JERUSALEM (Reuters) – Israel’s budget deficit could reach as high as 14.5% of gross domestic product this year should the economy recover more slowly than expected from the coronavirus pandemic, a senior Finance Ministry official said on Tuesday.
Keren Turner-Eyal, the ministry’s director-general, told parliament’s economics committee that a base scenario shows the deficit reaching 13.3% of GDP in 2020, with the rise due to government spending to help businesses cope with the virus.
In 2021, the deficit would dip to 8.8% and in 2022 to 5.8%.

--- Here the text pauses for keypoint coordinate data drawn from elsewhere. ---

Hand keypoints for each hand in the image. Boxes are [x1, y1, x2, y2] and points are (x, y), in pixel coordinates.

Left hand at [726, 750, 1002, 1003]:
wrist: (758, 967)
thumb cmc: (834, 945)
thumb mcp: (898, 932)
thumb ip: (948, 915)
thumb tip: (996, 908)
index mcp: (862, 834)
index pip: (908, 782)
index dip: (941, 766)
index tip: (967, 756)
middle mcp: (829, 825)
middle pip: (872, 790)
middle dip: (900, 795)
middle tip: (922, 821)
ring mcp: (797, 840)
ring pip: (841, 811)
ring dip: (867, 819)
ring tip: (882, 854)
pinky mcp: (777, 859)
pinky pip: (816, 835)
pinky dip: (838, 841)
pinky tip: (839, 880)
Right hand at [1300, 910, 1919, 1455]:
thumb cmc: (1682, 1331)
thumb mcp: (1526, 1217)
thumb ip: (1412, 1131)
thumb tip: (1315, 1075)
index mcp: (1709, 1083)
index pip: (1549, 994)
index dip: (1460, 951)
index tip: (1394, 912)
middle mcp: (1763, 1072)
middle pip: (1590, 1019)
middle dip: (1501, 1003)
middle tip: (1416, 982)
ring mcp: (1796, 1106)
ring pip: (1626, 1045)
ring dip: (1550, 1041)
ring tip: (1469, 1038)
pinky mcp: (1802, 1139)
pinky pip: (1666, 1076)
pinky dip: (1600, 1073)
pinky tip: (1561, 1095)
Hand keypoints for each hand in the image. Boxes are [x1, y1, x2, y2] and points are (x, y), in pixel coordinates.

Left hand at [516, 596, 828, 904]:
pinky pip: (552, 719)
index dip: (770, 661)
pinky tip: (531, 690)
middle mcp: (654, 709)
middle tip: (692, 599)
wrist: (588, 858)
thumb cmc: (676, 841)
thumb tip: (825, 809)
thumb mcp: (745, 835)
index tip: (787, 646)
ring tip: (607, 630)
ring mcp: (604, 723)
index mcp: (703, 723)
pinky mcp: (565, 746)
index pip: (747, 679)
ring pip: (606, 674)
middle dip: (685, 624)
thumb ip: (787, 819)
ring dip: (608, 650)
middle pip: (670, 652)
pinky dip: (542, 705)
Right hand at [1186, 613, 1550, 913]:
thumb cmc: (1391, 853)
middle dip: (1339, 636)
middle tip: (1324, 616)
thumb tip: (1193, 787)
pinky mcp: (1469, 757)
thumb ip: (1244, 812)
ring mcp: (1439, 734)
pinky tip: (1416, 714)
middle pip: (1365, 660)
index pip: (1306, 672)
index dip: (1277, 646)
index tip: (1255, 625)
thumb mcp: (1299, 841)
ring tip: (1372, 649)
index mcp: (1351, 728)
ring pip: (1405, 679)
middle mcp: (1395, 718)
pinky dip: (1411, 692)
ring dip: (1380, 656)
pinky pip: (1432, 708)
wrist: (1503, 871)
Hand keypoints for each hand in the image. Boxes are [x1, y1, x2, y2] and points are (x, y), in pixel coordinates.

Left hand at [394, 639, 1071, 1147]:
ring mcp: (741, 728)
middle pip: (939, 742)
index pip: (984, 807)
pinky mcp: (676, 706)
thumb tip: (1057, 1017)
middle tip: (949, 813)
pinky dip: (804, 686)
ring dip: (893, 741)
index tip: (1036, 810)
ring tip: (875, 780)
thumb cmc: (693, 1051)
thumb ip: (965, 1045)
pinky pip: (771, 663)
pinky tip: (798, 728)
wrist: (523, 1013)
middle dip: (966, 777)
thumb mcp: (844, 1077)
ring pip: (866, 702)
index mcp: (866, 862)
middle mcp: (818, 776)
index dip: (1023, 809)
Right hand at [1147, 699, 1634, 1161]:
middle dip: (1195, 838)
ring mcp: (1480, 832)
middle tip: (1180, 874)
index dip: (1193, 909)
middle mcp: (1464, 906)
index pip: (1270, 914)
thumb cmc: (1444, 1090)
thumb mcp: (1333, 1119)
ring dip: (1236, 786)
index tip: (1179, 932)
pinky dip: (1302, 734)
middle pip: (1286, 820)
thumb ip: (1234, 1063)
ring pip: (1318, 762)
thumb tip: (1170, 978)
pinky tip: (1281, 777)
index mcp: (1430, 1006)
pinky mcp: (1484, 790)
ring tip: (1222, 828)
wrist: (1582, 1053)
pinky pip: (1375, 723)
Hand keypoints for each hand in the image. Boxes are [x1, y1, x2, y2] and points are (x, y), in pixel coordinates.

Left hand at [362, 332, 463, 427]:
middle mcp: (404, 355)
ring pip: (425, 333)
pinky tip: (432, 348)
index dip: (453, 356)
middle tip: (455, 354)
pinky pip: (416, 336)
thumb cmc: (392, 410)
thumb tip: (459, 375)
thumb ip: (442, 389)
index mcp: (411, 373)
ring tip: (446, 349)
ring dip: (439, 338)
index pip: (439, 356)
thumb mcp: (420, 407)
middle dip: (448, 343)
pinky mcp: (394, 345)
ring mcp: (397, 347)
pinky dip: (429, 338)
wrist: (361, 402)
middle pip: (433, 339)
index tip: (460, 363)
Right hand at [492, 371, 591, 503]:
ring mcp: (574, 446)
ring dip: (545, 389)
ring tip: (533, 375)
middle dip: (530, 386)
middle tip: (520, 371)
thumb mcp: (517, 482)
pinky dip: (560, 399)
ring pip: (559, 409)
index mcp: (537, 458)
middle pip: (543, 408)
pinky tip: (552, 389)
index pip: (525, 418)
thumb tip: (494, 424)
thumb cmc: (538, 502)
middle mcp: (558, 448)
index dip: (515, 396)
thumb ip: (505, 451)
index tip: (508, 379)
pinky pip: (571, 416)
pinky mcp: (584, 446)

But should the economy recover slowly, the ministry projects a 14.5% deficit in 2020, 11.7% in 2021 and 8.3% in 2022, Turner-Eyal said. The deficit last year was 3.7% of GDP.
The debt-to-GDP ratio – which was 60% in 2019 – looks to reach 75% this year, or 78% in a more pessimistic scenario, she added, with the ratio growing to 84% or 96% by 2023.
Due to nearly two years of a political stalemate and infighting, Israel does not have a 2020 budget so it is using a pro-rated version of the 2019 base budget. It is not clear if and when a 2021 budget will be passed.
Separately, Finance Minister Israel Katz said he was seeking to boost a fund that provides government-guaranteed loans to small and mid-sized businesses by 18 billion shekels ($5.3 billion) to a total of 40 billion.
COVID-19 infections have surged in Israel and threaten to slow the economic recovery.
Bank of Israel Deputy Governor Andrew Abir told Reuters that the absence of a budget and a surge in COVID-19 cases meant the risk that growth and unemployment will develop in line with the central bank’s “pessimistic” scenario has risen.
That would mean a 7% economic contraction this year.